Hyperimmunized hens are an effective means of generating large quantities of
antigen specific egg
antibodies that have use as oral supplements. In this study, we attempted to create a
peptide specific antibody that produced outcomes similar to those of the human
pharmaceutical,
sevelamer HCl, used in the treatment of
hyperphosphatemia (a sequela of
chronic renal disease). Egg
antibodies were generated against 8 different human intestinal
sodium-dependent
phosphate cotransporter 2b (NaPi2b)
peptides, and hNaPi2b
peptide egg
antibodies were screened for their ability to inhibit
phosphate transport in human intestinal Caco-2 cell line. Antibody produced against human
peptide sequence TSPSLCWT (anti-h16) was specific for its
peptide sequence, and significantly reduced
phosphate transport in human Caco-2 cells to 25.3±11.5% of control nonspecific antibody, when compared to
nicotinamide, a known inhibitor of
phosphate transport (P≤0.05). Antibody was then produced against the mouse-specific
peptide h16 counterpart (mouse sequence TSPSYCWT, anti-m16) for further analysis in a murine model.
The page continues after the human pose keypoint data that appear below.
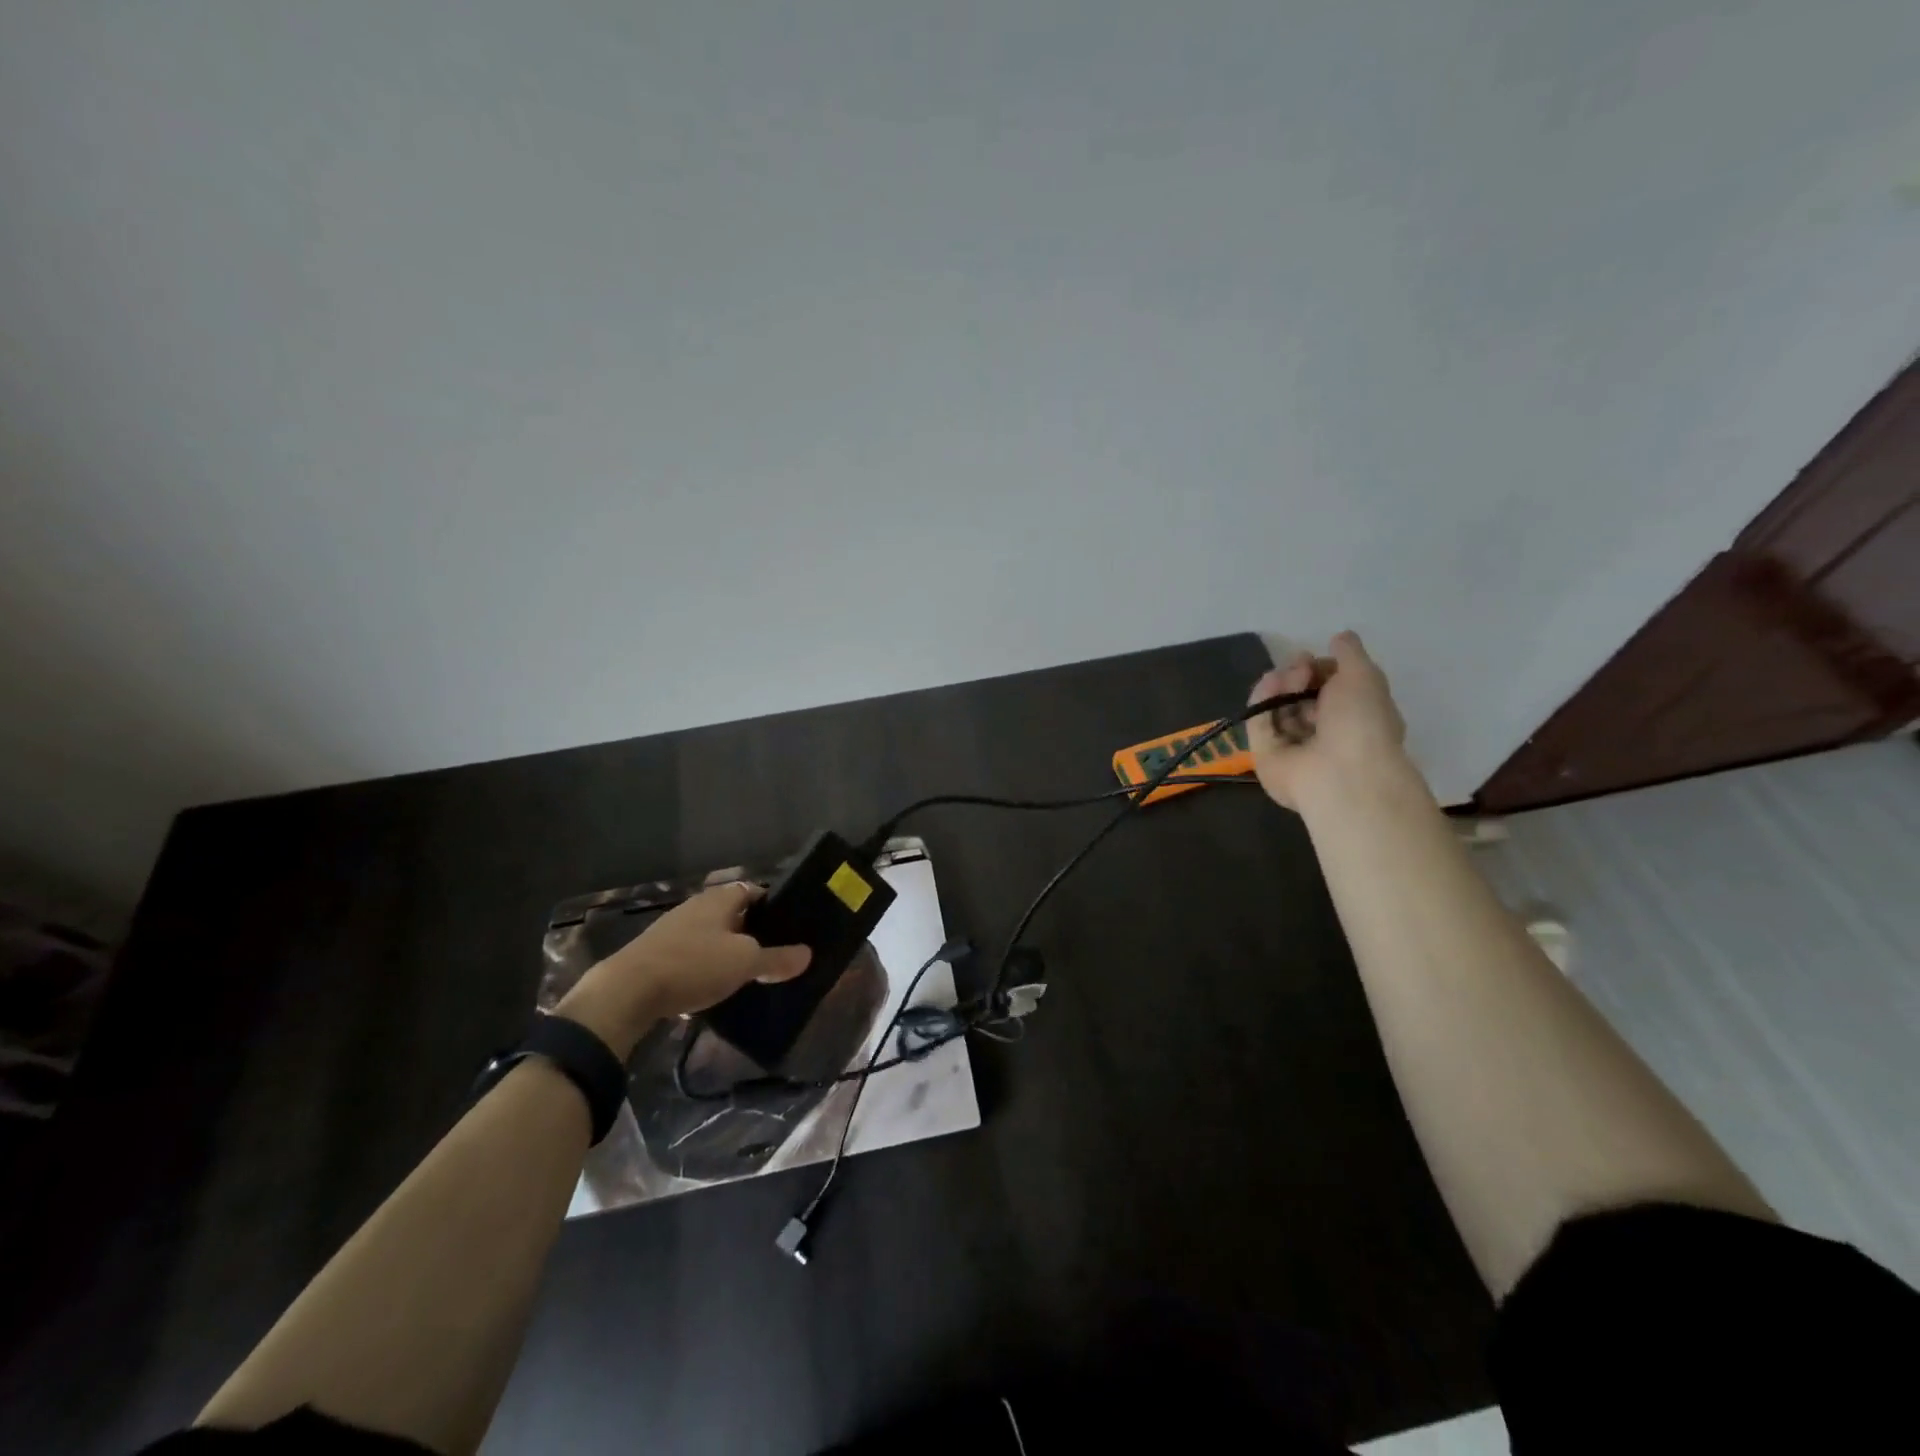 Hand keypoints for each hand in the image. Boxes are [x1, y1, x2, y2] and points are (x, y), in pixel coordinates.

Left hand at [553, 882, 810, 1058]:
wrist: (627, 992)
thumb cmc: (694, 964)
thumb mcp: (744, 963)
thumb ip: (776, 959)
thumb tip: (807, 954)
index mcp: (720, 899)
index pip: (754, 891)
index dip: (774, 905)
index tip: (790, 926)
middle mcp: (696, 906)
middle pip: (733, 914)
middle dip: (752, 932)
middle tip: (774, 953)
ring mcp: (673, 930)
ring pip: (711, 936)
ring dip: (727, 952)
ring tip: (748, 974)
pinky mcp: (656, 955)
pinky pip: (691, 957)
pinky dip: (704, 969)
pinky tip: (712, 990)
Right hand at [1246, 631, 1410, 812]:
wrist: (1340, 772)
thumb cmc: (1362, 722)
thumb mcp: (1364, 675)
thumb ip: (1350, 653)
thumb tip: (1339, 637)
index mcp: (1355, 719)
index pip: (1330, 690)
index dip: (1322, 670)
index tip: (1316, 658)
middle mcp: (1324, 734)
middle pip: (1300, 697)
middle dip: (1298, 675)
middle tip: (1300, 667)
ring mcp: (1293, 746)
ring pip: (1278, 708)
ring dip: (1281, 685)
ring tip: (1288, 677)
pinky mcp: (1265, 755)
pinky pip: (1259, 723)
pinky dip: (1262, 701)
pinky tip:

When anti-m16 was fed to mice (1% of diet as dried egg yolk
powder), egg yolk
immunoglobulin (
IgY) was detected using immunohistochemical staining in mouse ileum, and egg anti-m16
IgY colocalized with a commercial goat anti-NaPi2b antibody. The effectiveness of anti-m16 egg antibody in reducing serum
phosphate, when compared to
sevelamer HCl, was determined in a mouse feeding study. Serum
phosphate was reduced 18% (P<0.02) in mice fed anti-m16 (1% as dried egg yolk
powder) and 30% (P<0.0001) in mice fed
sevelamer HCl (1% of diet) when compared to mice fed nonspecific egg
immunoglobulin. The methods described and the findings reported show that oral egg
antibodies are useful and easy to prepare
reagents for the study and possible treatment of select diseases.